For a time victory hung in the balance, but then Yankee determination and superior skill in bayonet work began to tell. The Americans would not be denied. The German line was pierced, and the forces broke up into a number of battling groups.

Frank and Bart, Billy and Tom, who all through the fight had managed to keep together, found themselves engaged with a squad of Germans double their number, two of whom were frantically trying to bring a machine gun to bear upon them.

With a bound Frank was upon them. He toppled one over with his bayonet, but while he was doing this the other fired at him point-blank with a revolver.
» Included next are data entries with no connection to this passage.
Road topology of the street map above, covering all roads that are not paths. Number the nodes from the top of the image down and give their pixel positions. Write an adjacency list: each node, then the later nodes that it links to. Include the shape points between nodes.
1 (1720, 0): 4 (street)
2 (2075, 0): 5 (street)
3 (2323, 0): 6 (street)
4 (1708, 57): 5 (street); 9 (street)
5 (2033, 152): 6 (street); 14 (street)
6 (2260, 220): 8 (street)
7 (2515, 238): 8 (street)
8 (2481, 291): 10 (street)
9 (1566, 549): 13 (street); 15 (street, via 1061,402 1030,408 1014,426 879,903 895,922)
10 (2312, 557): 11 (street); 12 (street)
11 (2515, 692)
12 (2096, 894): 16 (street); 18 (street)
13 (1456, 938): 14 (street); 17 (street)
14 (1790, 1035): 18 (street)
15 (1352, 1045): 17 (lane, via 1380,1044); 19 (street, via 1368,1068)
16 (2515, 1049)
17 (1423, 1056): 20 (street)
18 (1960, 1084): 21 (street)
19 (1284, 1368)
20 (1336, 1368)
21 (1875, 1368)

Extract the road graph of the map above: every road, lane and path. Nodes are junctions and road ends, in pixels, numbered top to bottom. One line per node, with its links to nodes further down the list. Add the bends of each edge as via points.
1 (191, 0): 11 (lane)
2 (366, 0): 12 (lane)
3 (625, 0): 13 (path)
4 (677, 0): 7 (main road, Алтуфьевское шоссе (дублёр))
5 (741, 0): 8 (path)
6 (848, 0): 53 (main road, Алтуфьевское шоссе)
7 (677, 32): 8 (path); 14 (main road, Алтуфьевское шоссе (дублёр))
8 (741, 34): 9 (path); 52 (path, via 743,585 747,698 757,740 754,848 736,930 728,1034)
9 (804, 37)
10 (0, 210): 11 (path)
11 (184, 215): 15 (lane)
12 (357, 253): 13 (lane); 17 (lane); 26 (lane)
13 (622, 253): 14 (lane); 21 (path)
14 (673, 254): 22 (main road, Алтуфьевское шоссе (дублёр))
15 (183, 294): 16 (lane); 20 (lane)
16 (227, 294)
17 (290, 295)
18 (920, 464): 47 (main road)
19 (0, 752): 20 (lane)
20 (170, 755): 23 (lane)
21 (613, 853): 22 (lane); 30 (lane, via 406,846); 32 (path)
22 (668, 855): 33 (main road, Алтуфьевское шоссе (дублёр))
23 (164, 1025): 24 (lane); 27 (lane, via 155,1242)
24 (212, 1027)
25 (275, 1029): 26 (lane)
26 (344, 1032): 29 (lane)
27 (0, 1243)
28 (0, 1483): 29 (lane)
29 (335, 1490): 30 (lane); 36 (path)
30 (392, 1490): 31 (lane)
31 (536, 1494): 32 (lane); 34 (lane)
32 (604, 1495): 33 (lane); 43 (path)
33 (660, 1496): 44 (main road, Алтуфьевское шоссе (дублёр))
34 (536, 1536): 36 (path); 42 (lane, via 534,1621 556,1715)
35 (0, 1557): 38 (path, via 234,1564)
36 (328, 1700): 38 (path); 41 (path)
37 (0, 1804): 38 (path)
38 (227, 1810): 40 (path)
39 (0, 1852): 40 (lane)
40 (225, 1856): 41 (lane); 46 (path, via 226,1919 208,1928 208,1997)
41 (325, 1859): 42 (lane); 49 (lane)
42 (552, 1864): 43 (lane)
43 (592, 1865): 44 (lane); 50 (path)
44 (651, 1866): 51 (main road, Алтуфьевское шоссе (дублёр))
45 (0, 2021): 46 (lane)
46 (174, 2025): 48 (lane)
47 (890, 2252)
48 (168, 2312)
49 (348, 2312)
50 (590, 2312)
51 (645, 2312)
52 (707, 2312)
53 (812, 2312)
At such a close range he could not have missed, had not Bart, quick as a flash, clubbed him over the arm with his rifle, making the bullet go wild.

"Quick, Bart!" panted Frank, as with his comrade's help he slued the machine gun around, gripped the trigger, and sent a stream of bullets into a group of the enemy charging down upon him.

Before that withering fire they dissolved like mist, and a circle was cleared as though by magic.

What Germans were left in that immediate vicinity leaped back into the trench on the edge of which they had been fighting.

"Now we've got them!" cried Frank, as with his friends' assistance he quickly wheeled the gun to the brink of the trench and depressed the muzzle so that it commanded the huddled bunch below. "Come out of that, you fellows. Hands up, quick!"

They may not have understood his words, but there was no misunderstanding the meaning of that black sinister muzzle of the machine gun with a hundred deaths behind it. They were trapped, and their hands went up with cries of "_Kamerad!_" in token of surrender.

On that part of the line the battle was over, for the plan did not contemplate going beyond the second trench at that time. The American boys had won and won gloriously. From all parts of the trench, on a two-mile front, groups of captives were coming sullenly out with uplifted hands, to be herded into groups by their captors and sent to the rear.

"Glory hallelujah!" cried Bart, as he removed his mask and wiped his streaming face. "And no gas, either."

"Some scrap!" gasped Billy, as he sank exhausted to the ground.

"Did them up to the Queen's taste," chuckled Tom.

"We certainly put one over on the Huns that time," grinned Frank happily.

And while they stand there, breathless and exulting, it may be well for the benefit of those who have not previously made the acquaintance of the American Army Boys to sketch briefly their adventures up to the time this story opens.

Frank Sheldon, Bart Raymond, Tom Bradford and Billy Waldon had all been born and brought up in Camport, a thriving American city of about twenty-five thousand people. They had known each other from boyhood, attended the same school, played on the same baseball nine and were warm friends.